We all know that the United States has millions of undocumented immigrants — they are our neighbors, friends, church members, and, most importantly, children of God worthy of the same dignity and protection as anyone else. During this pandemic, they are overrepresented among those workers labeled “essential” and therefore at high risk for contracting COVID-19. Thus far, the government has done little, if anything, to protect them in relief legislation. Again, this has both moral and practical dimensions, since slowing the spread of the disease means helping everyone in the country practice social distancing — not just those with official immigration status. Some things Congress can and must do include: extending Medicaid funding for testing and treatment to undocumented people, provide cash assistance under the CARES Act to undocumented people and their U.S. citizen families, and ensure assistance received during the pandemic cannot be used against people in future determinations of eligibility for public benefits. Farm workers, who are risking their health to provide food to all of us, must be provided with protective equipment and access to paid sick leave and unemployment insurance. Finally, there is no justification for continuing deportations in the midst of a global pandemic.

Ensure state governments, who are on the front lines of protecting public health and helping those in poverty, can provide emergency economic assistance to those most in need.
 

Help states conduct free, fair, and safe elections.

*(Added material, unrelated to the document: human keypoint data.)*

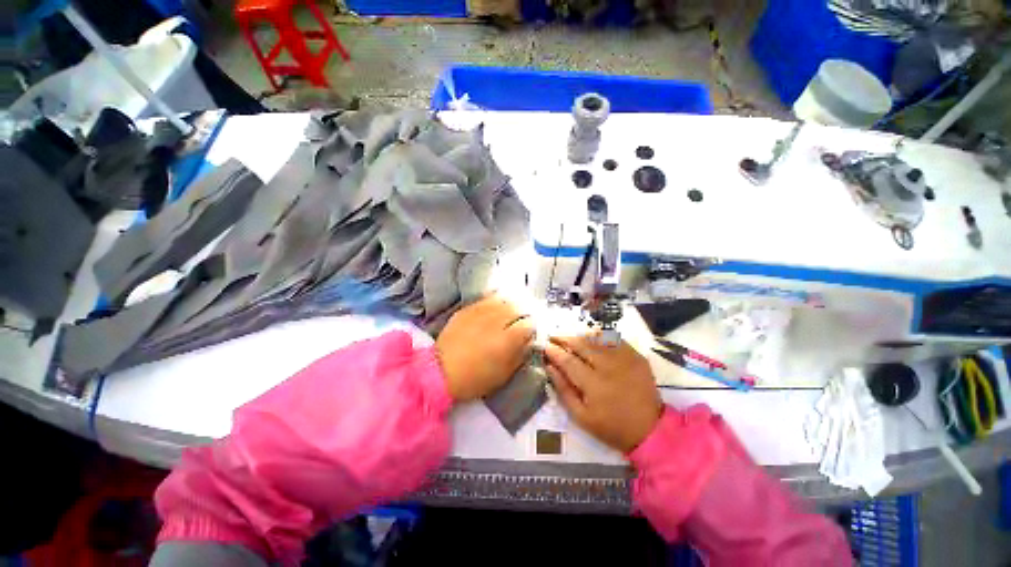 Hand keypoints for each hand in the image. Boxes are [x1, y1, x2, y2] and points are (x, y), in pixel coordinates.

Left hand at [436, 295, 534, 401]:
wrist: (440, 372)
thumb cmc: (475, 379)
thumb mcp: (504, 374)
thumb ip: (520, 354)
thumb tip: (529, 340)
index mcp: (507, 339)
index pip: (529, 324)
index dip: (532, 328)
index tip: (530, 333)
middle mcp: (496, 321)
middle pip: (518, 308)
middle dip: (523, 313)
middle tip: (522, 320)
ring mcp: (480, 312)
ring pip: (504, 300)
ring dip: (511, 305)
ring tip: (510, 312)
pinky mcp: (467, 309)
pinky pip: (486, 298)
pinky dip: (495, 300)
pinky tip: (496, 306)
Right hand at [544, 335, 661, 452]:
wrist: (650, 429)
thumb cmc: (611, 426)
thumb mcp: (581, 416)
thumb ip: (563, 390)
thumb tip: (550, 367)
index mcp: (594, 385)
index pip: (568, 360)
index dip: (554, 351)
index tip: (544, 346)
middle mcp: (609, 367)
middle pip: (581, 344)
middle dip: (564, 338)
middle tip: (553, 336)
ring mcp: (624, 359)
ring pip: (596, 338)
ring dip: (580, 335)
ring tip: (570, 336)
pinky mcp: (636, 356)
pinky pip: (614, 338)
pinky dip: (600, 335)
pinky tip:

The lowest income voters are always most at risk of being disenfranchised, and that’s especially true amid this pandemic. States will need at least $4 billion in additional funding in order to expand voter registration, no-excuse absentee voting by mail, and safe in-person voting both early and on Election Day. No one should have to choose between their health and safety and exercising their right to vote.

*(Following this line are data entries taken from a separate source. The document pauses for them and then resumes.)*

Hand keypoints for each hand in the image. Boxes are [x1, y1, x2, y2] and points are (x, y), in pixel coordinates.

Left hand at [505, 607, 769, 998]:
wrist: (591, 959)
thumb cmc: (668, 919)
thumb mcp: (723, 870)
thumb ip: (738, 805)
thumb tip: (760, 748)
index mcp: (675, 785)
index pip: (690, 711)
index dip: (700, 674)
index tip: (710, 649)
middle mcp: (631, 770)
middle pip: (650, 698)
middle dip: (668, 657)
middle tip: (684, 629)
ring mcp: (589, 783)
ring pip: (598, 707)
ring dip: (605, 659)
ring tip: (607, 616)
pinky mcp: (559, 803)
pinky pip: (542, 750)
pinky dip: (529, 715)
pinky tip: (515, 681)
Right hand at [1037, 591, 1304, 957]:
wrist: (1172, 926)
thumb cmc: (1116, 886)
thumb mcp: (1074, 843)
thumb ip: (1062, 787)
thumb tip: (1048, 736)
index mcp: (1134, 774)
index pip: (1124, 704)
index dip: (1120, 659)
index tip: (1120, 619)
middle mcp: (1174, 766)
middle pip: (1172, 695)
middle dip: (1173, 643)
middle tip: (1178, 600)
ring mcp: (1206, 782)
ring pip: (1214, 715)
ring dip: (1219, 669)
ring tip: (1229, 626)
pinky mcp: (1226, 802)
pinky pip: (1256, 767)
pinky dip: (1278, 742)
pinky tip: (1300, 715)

Support the needs of the 2020 Census.

Ensuring an accurate nationwide count even in this nearly unprecedented crisis is critical to fair representation in Congress and adequate funding for federal programs, especially for those in poverty, people of color, and undocumented immigrants, all of whom are at risk every 10 years of being undercounted in the census.

Extend help for direct-service nonprofits helping people in poverty.

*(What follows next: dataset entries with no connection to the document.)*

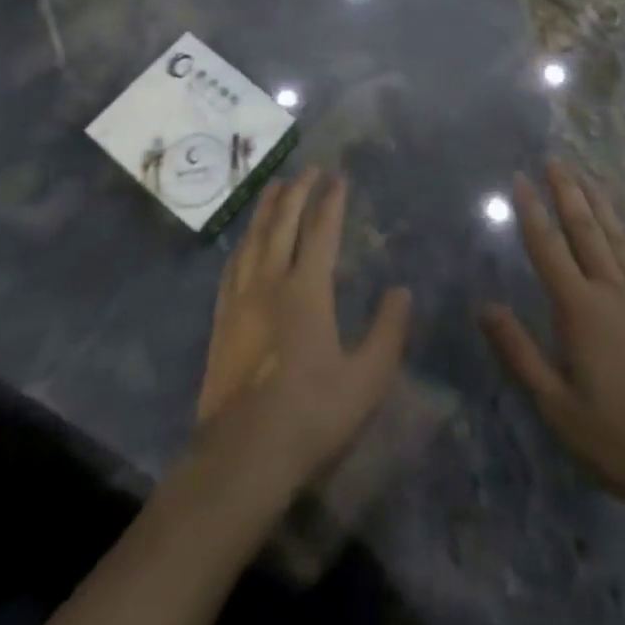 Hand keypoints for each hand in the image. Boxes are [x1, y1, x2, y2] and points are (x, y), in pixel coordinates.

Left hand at [197, 168, 411, 492]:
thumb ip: (388, 332)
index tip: (338, 177)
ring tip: (275, 186)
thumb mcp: (366, 380)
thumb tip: (402, 290)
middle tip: (308, 169)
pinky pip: (232, 265)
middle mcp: (271, 281)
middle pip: (282, 223)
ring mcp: (241, 299)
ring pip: (253, 237)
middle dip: (297, 191)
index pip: (320, 231)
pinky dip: (243, 242)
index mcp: (307, 290)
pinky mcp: (222, 320)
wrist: (242, 455)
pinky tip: (244, 241)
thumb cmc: (310, 415)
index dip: (330, 201)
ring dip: (266, 207)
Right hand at [480, 163, 624, 515]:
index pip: (548, 248)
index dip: (531, 211)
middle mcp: (612, 290)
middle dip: (567, 191)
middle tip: (554, 160)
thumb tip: (485, 307)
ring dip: (598, 203)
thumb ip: (521, 353)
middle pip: (585, 229)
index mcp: (580, 310)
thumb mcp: (559, 408)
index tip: (519, 178)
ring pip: (617, 236)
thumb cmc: (623, 437)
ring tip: (586, 175) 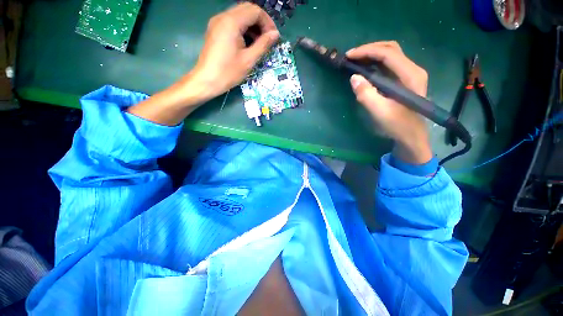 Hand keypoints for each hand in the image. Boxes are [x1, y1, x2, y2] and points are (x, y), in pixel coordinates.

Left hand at [128, 3, 278, 126]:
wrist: (202, 84)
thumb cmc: (225, 75)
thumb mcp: (248, 61)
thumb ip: (262, 45)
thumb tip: (275, 35)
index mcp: (230, 22)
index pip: (254, 9)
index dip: (267, 21)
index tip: (274, 37)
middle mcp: (221, 18)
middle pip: (247, 11)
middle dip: (260, 26)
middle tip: (267, 44)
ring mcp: (216, 26)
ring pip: (240, 19)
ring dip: (252, 31)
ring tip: (259, 49)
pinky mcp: (214, 34)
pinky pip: (233, 27)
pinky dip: (244, 35)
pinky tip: (246, 49)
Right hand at [346, 41, 432, 164]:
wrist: (412, 135)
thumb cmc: (398, 125)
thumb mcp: (380, 112)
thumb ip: (366, 94)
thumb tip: (354, 77)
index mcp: (410, 75)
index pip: (388, 53)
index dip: (367, 51)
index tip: (349, 56)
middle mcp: (413, 69)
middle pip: (391, 49)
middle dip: (369, 49)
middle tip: (351, 57)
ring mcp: (410, 73)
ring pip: (391, 54)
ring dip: (372, 54)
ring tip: (356, 60)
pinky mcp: (405, 79)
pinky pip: (390, 64)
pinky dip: (376, 62)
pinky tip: (366, 68)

Many churches and other charities are on the front lines of this crisis, providing food, shelter, and health care to those who need it most, despite the lower contributions that are a function of the economic crisis.

Protect vulnerable borrowers from predatory lenders.

As the economic crisis grows, those in the most desperate situations with the least access to safety net programs are most vulnerable to predatory payday or car title loans with exorbitant interest rates. There has never been a more important time to protect poor families from these spiraling debt traps.

We know from conversations with other advocacy organizations and our contacts in Congress that the next couple of weeks is a vitally important window for ensuring Congress addresses these urgent needs of some of our society’s most vulnerable people. We’re urging all of you reading this to contact your representatives and make sure they understand that practically — and, more importantly, morally and religiously — our country’s response to this pandemic is only as good as how it protects those furthest on society’s margins.